= Goal of the exercise =
Below are records; report the number of lines in them that include the word "controls", with no other text.

= Supplied material =
#####

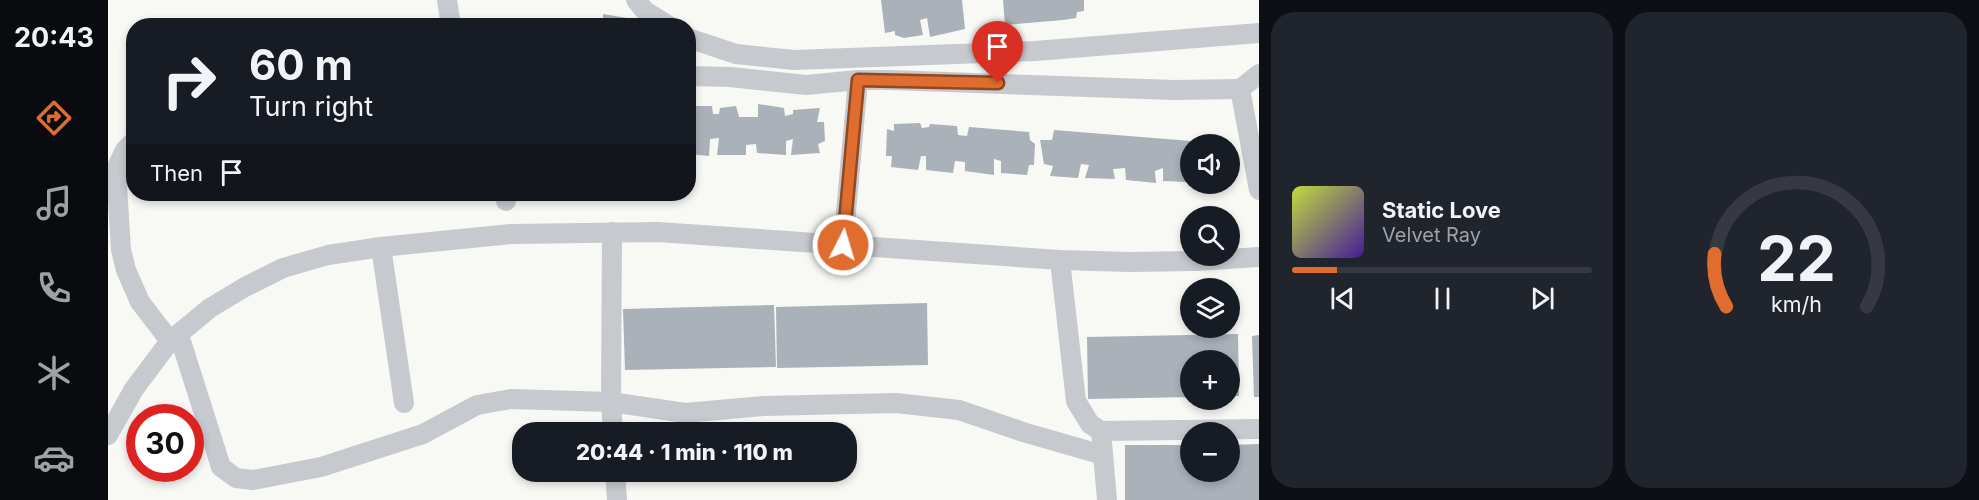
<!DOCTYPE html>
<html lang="en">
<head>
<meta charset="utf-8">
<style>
  :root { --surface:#171b24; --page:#20242c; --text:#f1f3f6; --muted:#9ea1a6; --line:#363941; --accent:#df6d2f }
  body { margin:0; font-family:Inter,sans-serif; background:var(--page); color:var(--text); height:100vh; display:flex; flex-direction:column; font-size:22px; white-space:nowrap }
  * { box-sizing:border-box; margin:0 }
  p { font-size:20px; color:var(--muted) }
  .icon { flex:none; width:33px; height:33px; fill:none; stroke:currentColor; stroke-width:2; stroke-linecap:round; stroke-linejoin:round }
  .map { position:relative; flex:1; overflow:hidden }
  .panel { display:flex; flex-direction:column; gap:12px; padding:12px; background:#0d0f14; width:720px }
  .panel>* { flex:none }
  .hud { position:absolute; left:18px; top:18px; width:570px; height:183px; border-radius:24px; box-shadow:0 3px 9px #0003; background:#171b24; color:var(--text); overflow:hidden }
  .controls { position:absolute; left:1072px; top:134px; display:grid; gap:12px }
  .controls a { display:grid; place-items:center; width:60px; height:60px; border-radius:50%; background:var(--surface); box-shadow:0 3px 9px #0003; font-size:30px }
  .speed { position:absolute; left:18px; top:404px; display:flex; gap:12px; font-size:30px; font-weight:700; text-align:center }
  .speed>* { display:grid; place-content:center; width:78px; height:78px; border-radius:50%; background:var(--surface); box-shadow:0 3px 9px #0003; line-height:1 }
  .speed .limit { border:9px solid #d22; background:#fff; color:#111 }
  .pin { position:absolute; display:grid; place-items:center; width:51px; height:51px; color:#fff; margin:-62px -26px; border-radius:50% 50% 50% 0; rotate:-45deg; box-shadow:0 0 6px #0007 }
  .pin .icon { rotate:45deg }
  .me { position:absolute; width:66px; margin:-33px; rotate:5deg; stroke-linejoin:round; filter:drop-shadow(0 0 4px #0008) }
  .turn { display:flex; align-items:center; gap:21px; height:126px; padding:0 24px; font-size:27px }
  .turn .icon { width:78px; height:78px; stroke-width:2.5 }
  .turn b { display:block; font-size:42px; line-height:51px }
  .then { display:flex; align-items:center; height:57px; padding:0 24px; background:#0003; gap:12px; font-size:22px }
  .panel .widget { flex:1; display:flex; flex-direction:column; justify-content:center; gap:9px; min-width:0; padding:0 21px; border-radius:24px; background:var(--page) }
  .panel .dial { align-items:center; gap:0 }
  .dial svg { height:156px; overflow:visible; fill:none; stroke:var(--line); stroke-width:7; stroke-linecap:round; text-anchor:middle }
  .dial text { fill:var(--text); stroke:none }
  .song { display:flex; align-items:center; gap:18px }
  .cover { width:72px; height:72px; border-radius:9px; background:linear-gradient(135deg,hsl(70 70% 55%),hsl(260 70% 35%)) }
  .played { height:6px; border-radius:3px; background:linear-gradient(90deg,var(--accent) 15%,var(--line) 15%) }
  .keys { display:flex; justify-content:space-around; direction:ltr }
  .panel .tiles { flex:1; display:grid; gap:12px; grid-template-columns:repeat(2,1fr) }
  .trip { position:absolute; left:404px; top:422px; width:345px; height:60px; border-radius:24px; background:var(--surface); box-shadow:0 3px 9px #0003; font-weight:800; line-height:60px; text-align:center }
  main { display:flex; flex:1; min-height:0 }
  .dock { display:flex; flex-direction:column; width:108px; justify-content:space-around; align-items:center; background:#090b0e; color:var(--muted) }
  .dock .icon { width:42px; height:42px }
  .dock .selected { color:var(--accent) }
  .dock b { font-size:27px; color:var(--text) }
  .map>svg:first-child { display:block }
  .building { fill:#aab1b8 }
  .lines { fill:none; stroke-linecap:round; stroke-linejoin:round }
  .minor { stroke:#c6c9cd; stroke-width:20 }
  .route-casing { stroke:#91471f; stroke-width:15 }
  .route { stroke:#df6d2f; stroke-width:10 }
</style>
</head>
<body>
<main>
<nav class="dock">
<b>20:43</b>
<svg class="icon selected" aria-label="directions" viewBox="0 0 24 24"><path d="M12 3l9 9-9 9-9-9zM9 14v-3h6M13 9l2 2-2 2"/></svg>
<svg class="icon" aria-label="music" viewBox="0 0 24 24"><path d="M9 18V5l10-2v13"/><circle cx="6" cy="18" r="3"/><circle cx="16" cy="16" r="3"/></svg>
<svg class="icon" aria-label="phone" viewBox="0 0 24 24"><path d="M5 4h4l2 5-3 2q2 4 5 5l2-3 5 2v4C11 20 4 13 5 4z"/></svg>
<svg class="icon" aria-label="climate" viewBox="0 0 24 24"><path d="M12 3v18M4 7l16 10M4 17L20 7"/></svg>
<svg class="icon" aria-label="car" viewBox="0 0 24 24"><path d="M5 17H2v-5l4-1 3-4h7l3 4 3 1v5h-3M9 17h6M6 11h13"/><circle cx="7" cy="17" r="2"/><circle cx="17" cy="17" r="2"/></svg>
</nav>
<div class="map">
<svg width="1151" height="500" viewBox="0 0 1151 500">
  <rect width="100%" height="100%" fill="#f8f8f5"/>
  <g class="building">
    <polygon points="773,0 854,0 857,29 822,37 819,18 812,20 815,35 796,38 787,35 787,31 777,33"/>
    <polygon points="895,0 976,0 976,11 969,12 968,18 955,20 897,25"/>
    <polygon points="495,14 519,18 520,26 495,26"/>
    <polygon points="650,104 676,108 677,116 685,114 685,110 712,108 709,122 716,122 717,141 710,144 712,153 683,155 685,139 678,141 678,155 649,153 648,144 638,145 638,155 609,155 611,138 602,139 601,156 580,154 580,106 604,106 605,114 611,114 612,108 628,106 631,117 650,117"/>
    <polygon points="812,123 814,128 821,127 822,124 849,126 850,135 859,136 861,127 921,132 922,140 927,144 926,165 921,165 919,175 893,173 893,161 886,159 886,175 857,171 857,162 847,161 845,173 818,170 818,156 813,156 810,170 783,167 784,156 778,156 779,129 786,131 786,124"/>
    <polygon points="946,130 1083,141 1083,168 1078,169 1078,182 1055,181 1055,168 1047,171 1048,183 1018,180 1017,168 1005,169 1007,179 977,178 981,165 973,164 970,178 942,176 945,166 936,164 932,140 944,140"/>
    <polygon points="819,303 820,365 669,368 668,307"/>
    <polygon points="666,305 668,367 517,370 515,309"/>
    <polygon points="1130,334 1131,396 1122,396 1122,360 1083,360 1083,397 980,399 979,337"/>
    <polygon points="1151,335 1151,397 1146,397 1144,336"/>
    <polygon points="1151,444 1151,500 1017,500 1017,445 1083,445 1083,471 1122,471 1122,445"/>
  </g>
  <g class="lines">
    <g class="minor">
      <polyline points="339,0 343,26"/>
      <polyline points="528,0 537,11 561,26"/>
      <polyline points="580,38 628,54 686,60 927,51 1151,33"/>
      <polyline points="1151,74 1132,89 1151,190"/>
      <polyline points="580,76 622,77 698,85 750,80 782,80 1066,90 1132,89"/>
      <polyline points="26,141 17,150 8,169 13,250 18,270 32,302 62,341"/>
      <polyline points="398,201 398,194"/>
      <polyline points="504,232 503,402 505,432"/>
      <polyline points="735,245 750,80"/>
      <polyline points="273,247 296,403"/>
      <polyline points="952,260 968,401 982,424 993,431 999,500"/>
      <polyline points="71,335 113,467 128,478 145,480 213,467 315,434 369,405 403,399 503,402 577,413 656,406 788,403 851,410 915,432 995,455"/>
      <polyline points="993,431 1151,429"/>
      <polyline points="0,435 26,389 62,341 102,308 137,287 175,268 220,255 273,247 403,234 550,232 952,260 1021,262 1088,261 1151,257"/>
      <polyline points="507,471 509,500"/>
    </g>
  </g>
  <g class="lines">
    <g class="route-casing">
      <polyline id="route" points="735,245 750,80 890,83"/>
    </g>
    <use href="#route" class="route"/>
  </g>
</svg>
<div class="controls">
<a><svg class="icon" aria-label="sound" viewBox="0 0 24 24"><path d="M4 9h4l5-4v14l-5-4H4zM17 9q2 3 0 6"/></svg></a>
<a><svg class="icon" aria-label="search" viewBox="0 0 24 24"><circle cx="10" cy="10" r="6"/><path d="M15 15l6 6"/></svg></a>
<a><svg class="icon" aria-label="layers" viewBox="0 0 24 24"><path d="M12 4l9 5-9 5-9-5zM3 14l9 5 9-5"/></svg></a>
<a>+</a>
<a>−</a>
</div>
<div class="speed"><div class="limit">30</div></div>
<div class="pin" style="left:890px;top:83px;background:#d93025"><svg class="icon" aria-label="arrive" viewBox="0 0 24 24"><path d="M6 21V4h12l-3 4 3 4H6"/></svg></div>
<svg class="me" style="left:735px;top:245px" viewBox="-20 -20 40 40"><circle r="17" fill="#df6d2f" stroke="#fff" stroke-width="3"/><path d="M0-11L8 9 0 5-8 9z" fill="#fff"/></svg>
<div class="trip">20:44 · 1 min · 110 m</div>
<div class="hud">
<div class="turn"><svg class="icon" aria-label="right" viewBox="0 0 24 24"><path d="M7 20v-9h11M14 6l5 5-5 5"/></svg><div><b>60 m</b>Turn right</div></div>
<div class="then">Then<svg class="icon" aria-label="arrive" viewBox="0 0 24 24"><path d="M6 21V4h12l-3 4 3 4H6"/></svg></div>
</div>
</div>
<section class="panel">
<div class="tiles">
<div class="widget">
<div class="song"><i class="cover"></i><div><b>Static Love</b><p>Velvet Ray</p></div></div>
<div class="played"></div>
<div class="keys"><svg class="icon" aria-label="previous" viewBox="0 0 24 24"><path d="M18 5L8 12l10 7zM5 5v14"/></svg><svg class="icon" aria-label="pause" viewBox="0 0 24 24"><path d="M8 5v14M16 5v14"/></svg><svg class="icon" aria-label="next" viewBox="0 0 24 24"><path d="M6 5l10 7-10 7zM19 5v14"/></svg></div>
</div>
<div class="widget dial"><svg viewBox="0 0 100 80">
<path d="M14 69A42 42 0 1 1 86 69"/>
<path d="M14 69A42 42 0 0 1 8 42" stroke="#df6d2f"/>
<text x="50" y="56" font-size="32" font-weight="700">22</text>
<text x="50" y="72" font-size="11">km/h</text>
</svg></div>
</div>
</section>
</main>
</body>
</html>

#####

= Task response =
3